## What to work on:
State only how many lines of the records contain the string "that".
[Source data — start]
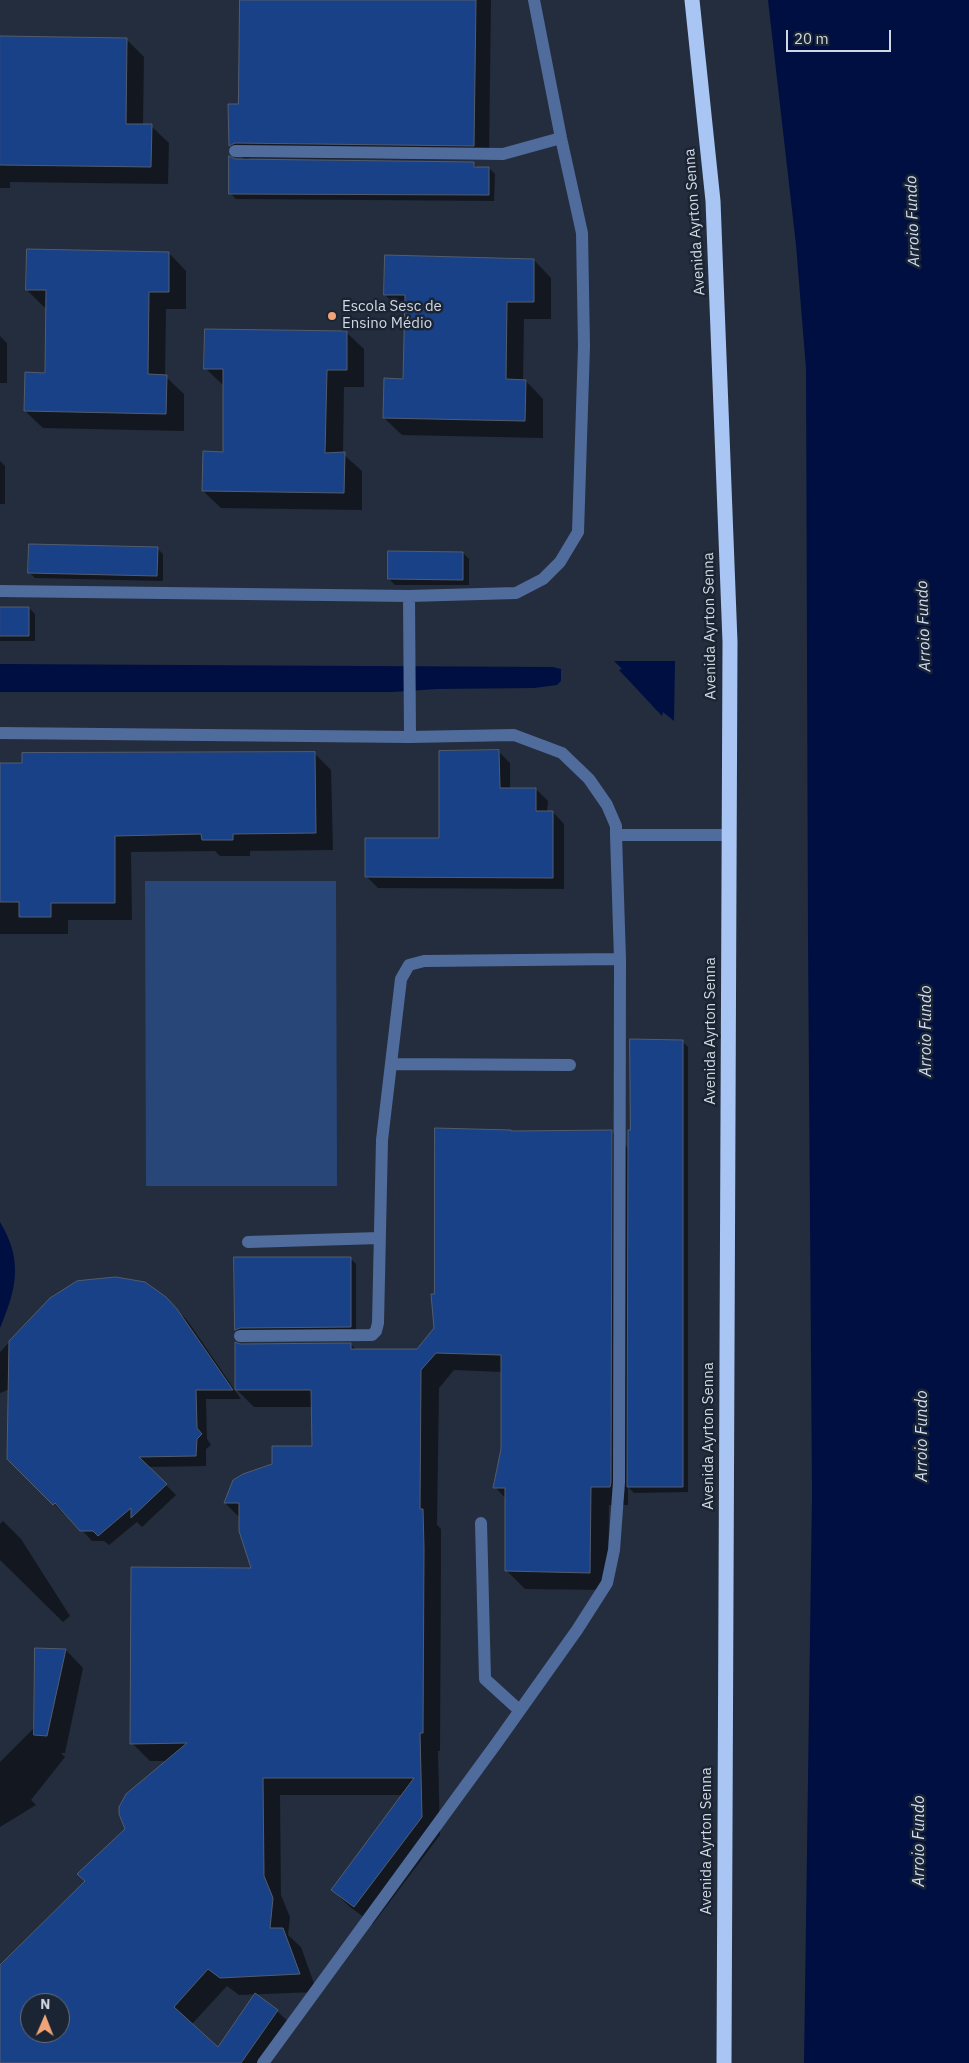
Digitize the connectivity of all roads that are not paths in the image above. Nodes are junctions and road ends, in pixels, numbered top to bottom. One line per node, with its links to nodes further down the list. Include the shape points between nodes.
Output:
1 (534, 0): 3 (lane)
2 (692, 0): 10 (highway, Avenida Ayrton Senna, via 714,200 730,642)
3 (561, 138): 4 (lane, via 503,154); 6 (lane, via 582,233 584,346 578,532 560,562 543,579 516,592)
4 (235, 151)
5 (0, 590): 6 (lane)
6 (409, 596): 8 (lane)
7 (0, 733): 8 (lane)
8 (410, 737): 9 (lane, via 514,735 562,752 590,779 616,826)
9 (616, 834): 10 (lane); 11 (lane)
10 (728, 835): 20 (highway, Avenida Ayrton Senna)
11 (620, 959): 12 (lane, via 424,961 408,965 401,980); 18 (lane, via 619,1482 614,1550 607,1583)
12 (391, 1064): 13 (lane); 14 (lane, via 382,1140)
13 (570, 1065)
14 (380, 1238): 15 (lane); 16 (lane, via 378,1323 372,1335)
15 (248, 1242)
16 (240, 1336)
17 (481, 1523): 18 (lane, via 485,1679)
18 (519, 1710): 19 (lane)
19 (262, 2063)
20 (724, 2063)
[Source data — finish]
[Source data — start]
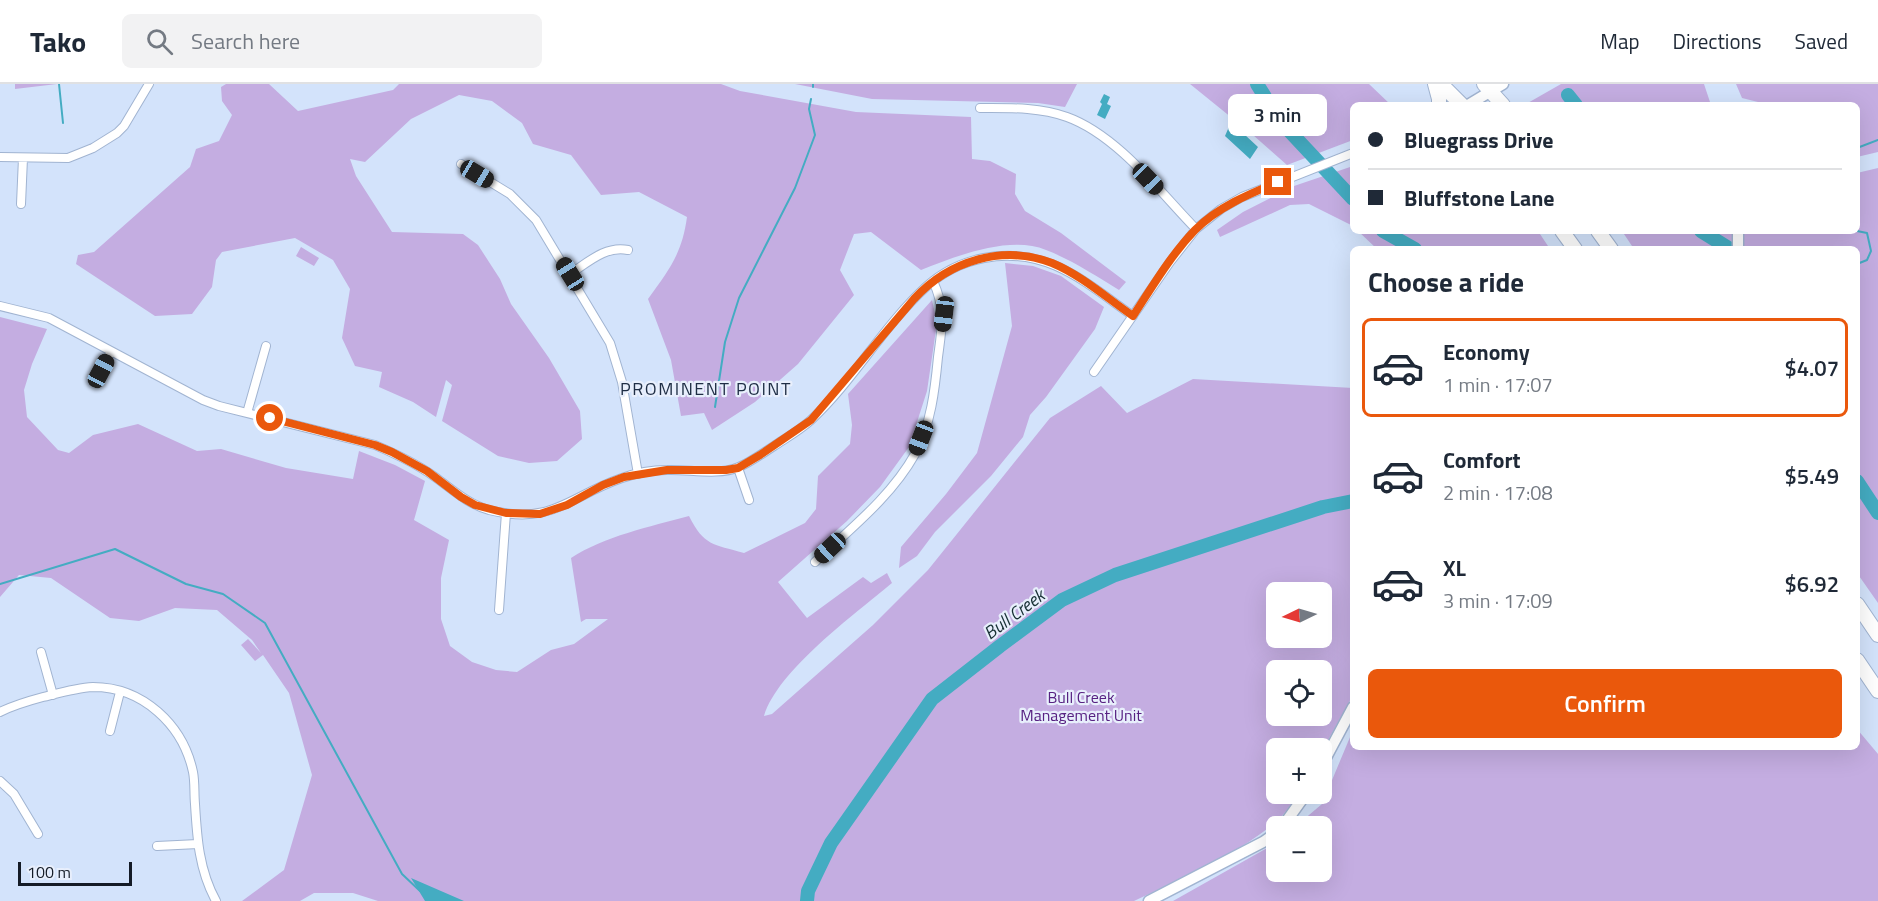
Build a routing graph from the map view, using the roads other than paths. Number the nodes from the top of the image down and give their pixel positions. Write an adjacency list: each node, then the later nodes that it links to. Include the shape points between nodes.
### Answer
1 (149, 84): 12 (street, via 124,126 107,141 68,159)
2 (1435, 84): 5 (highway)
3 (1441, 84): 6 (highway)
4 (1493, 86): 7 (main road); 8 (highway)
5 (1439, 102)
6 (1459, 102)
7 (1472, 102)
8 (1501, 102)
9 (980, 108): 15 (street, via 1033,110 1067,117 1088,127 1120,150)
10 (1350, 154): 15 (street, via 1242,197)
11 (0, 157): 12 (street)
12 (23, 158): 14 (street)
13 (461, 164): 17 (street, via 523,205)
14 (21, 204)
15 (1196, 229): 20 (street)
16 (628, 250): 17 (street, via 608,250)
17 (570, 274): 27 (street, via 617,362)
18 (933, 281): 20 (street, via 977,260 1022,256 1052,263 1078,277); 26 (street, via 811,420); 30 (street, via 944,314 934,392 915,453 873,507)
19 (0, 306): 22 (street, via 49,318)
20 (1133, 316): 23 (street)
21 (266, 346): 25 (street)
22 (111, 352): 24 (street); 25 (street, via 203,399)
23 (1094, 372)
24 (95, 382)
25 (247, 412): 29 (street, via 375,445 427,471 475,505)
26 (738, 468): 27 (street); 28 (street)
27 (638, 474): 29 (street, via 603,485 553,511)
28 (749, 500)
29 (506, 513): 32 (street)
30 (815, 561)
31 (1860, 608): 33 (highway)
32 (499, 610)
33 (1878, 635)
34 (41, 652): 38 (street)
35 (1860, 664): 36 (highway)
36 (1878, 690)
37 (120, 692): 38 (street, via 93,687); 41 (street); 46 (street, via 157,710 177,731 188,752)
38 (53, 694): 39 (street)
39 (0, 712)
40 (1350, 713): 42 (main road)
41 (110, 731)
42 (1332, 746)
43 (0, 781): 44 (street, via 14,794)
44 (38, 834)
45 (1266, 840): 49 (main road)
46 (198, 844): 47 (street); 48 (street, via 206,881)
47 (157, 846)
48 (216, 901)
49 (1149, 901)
[Source data — finish]
## Finished exercise:
2